= Phyllis Williams Lehmann =

American archaeologist

Phyllis Williams Lehmann (November 30, 1912 - September 29, 2004) was an American classical archaeologist who specialised in the Samothrace temple complex, where she discovered a third statue of Winged Victory (1949), which is kept today at the Archaeological Museum of Samothrace and recovered missing fingers of the hand of the famous Winged Victory of Samothrace at the Louvre.

==Biography==
Phyllis Williams was born November 30, 1912, in Brooklyn, New York. Williams received a B.A. degree from Wellesley College in 1934.

She first visited Samothrace in 1938, as a doctoral student on the New York University Institute of Fine Arts team led by professor Karl Leo Heinrich Lehmann. She was awarded her PhD in 1943 and married Lehmann the following year. She was assistant field director of the excavations at Samothrace 1948–1960 and acting director 1960–1965, and she remained closely involved with Samothrace for the rest of her career. She was a member of the faculty of Smith College from 1946 to 1978, and was Dean of Smith College from 1965 to 1970.

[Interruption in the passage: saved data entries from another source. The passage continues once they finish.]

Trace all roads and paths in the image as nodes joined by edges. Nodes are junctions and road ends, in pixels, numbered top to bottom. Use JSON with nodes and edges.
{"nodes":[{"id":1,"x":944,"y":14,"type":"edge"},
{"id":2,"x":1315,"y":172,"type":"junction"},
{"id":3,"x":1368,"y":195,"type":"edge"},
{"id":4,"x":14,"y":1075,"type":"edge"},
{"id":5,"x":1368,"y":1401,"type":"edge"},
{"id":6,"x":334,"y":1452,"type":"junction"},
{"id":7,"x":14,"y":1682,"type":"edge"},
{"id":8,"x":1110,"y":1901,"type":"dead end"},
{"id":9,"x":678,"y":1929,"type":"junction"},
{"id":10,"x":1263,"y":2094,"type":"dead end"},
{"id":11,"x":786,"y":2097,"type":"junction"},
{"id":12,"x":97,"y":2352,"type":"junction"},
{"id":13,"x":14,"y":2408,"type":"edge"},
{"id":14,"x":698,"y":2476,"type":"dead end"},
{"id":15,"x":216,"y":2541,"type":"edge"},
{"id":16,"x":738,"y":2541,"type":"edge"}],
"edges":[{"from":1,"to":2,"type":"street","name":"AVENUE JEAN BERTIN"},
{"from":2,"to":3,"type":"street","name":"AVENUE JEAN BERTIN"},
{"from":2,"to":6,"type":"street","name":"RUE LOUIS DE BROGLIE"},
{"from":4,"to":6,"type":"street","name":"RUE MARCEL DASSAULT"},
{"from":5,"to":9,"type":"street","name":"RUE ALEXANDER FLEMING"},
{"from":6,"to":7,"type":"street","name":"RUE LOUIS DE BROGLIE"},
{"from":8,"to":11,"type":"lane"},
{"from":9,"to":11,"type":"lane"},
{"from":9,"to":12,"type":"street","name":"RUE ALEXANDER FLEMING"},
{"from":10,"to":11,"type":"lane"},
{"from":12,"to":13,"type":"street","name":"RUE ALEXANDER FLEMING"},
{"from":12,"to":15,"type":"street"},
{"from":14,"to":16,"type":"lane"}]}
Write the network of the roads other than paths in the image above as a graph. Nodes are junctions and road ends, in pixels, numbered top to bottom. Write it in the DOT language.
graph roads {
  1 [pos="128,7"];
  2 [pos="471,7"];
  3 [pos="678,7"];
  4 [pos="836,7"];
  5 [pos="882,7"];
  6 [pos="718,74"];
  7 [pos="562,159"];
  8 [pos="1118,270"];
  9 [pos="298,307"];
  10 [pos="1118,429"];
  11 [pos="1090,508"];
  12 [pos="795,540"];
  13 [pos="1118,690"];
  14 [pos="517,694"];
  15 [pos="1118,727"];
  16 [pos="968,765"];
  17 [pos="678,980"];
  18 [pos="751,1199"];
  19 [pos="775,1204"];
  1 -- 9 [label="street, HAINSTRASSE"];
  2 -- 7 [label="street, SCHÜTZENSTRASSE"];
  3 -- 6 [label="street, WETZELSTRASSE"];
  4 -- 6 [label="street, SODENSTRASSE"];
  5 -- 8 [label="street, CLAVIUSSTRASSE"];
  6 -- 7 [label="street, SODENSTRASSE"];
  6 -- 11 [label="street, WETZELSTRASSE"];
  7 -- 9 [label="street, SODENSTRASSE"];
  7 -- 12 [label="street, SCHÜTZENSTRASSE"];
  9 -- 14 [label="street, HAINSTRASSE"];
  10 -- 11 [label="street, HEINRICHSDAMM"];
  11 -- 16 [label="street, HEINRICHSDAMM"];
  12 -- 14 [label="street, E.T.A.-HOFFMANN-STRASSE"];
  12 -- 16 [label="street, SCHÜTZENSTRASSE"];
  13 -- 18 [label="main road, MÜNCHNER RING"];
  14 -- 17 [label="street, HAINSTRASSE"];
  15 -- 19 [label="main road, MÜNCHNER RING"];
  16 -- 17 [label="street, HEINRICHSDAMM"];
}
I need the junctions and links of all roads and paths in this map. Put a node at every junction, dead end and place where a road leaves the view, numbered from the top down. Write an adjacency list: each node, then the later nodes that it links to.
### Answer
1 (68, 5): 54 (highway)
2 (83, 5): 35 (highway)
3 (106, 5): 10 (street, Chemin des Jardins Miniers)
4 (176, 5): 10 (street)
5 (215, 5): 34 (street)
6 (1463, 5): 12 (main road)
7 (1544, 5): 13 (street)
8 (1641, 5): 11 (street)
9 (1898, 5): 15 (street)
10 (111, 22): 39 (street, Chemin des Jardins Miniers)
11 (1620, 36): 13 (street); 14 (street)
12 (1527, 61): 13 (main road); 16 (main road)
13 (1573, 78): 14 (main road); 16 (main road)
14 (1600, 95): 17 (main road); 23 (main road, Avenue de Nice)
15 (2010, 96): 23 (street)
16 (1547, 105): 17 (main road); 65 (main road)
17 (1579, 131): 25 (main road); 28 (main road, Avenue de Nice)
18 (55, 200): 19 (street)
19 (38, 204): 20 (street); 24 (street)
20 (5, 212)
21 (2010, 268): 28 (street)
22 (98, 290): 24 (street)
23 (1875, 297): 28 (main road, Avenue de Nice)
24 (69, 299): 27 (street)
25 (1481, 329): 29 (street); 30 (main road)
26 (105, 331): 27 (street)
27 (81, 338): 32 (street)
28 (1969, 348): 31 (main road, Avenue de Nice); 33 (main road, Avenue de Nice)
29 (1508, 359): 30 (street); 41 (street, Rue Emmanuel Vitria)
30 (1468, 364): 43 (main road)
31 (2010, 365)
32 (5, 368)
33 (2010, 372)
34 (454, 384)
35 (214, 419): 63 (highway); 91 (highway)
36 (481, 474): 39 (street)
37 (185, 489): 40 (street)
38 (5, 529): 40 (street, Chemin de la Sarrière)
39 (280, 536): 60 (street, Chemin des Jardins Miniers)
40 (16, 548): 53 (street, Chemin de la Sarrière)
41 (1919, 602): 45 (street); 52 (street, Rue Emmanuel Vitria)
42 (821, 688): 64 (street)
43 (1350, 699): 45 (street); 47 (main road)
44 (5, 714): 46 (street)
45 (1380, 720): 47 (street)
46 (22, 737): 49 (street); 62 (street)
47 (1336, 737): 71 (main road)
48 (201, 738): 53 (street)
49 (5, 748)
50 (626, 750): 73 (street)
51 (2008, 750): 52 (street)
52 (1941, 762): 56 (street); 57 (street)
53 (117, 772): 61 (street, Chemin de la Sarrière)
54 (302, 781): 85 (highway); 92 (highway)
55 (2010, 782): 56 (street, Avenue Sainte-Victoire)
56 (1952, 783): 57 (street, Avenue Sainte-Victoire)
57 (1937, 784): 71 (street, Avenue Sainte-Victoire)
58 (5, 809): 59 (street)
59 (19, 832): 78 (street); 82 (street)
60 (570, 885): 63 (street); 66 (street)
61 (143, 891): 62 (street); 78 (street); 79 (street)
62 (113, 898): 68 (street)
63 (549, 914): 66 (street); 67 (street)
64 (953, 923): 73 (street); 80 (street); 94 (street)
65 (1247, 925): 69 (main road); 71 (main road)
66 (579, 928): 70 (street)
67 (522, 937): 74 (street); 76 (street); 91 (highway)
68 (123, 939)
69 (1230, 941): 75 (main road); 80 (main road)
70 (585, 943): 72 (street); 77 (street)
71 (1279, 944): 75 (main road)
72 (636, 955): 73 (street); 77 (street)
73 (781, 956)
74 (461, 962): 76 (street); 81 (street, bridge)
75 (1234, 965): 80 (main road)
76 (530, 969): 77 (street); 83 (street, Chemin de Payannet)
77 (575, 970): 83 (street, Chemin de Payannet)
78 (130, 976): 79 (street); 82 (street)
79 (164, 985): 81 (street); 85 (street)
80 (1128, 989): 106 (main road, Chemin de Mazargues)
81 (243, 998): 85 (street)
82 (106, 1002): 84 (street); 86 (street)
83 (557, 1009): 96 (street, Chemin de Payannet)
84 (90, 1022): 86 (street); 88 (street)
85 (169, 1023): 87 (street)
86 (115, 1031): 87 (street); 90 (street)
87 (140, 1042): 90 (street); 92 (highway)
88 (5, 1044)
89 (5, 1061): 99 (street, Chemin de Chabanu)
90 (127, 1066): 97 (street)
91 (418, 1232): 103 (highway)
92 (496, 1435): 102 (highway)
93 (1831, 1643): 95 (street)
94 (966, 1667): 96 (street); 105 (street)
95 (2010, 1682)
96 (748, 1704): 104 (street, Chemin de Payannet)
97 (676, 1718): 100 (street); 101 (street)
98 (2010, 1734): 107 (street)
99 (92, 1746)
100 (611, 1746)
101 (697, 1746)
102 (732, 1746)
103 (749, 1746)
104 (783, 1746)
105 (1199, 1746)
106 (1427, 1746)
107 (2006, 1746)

Among her publications are The Pedimental Sculptures of the Hieron in Samothrace (1962) and Samothrace III: The Hieron, (1969), which was awarded the Hitchcock Award of the Society of Architectural Historians in 1969. She was elected a Fellow of the American Academy of Arts and Sciences in 1979.

In 1970 she retired to her home in Haydenville, Massachusetts, where she died of congestive heart failure on September 29, 2004.